Input material Block Start
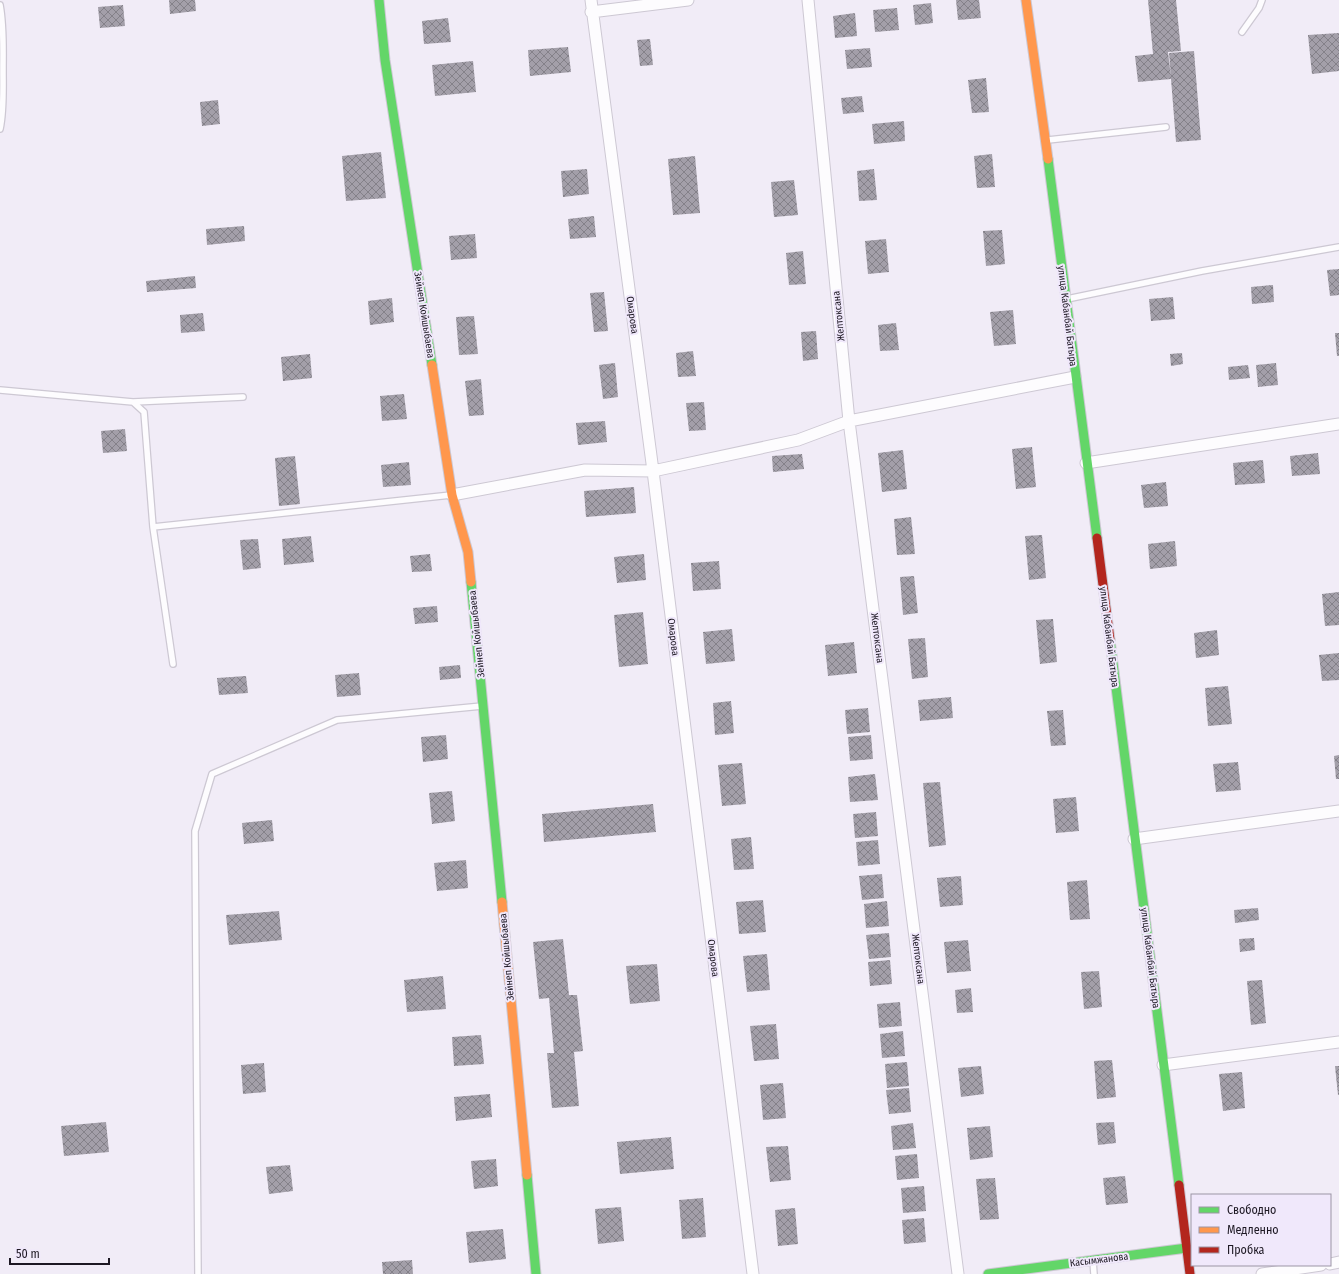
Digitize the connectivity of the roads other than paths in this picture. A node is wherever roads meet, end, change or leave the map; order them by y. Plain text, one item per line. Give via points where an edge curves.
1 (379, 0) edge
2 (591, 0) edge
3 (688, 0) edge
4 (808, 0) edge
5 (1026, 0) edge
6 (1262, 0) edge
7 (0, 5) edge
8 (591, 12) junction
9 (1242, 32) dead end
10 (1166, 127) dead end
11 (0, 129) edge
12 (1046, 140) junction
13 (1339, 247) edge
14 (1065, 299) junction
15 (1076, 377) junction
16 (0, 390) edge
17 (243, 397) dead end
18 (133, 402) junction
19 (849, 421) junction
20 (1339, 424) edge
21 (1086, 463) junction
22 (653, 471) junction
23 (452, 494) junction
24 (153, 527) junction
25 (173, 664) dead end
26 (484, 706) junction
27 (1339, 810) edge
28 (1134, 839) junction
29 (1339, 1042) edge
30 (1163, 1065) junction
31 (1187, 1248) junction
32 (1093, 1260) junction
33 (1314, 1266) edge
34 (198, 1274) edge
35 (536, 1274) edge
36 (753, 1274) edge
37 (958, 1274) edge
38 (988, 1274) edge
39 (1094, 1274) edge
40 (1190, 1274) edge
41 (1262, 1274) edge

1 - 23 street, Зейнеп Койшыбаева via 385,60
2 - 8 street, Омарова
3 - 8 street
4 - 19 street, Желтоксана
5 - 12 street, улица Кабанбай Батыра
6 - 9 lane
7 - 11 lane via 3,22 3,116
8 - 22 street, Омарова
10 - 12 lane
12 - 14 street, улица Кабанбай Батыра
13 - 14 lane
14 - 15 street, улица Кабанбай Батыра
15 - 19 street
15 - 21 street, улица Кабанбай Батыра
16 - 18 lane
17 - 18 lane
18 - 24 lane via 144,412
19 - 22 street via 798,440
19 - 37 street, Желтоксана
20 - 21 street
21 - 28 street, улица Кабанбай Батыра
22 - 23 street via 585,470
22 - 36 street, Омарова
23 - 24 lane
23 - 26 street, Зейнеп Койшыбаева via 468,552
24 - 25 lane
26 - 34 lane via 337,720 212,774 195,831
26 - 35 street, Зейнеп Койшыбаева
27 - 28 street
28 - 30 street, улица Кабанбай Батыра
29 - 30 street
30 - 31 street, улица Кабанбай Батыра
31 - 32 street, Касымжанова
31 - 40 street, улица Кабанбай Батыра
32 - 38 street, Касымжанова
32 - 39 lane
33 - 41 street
Input material Block End
Exercise
Copy all lines of the records that have the string "Батыра" in them.

Output of the task
5 - 12 street, улица Кабанбай Батыра
12 - 14 street, улица Кабанбай Батыра
14 - 15 street, улица Кабанбай Батыра
15 - 21 street, улица Кабанбай Батыра
21 - 28 street, улица Кабанбай Батыра
28 - 30 street, улица Кабанбай Батыра
30 - 31 street, улица Кабанбай Батыра
31 - 40 street, улица Кабанбай Батыра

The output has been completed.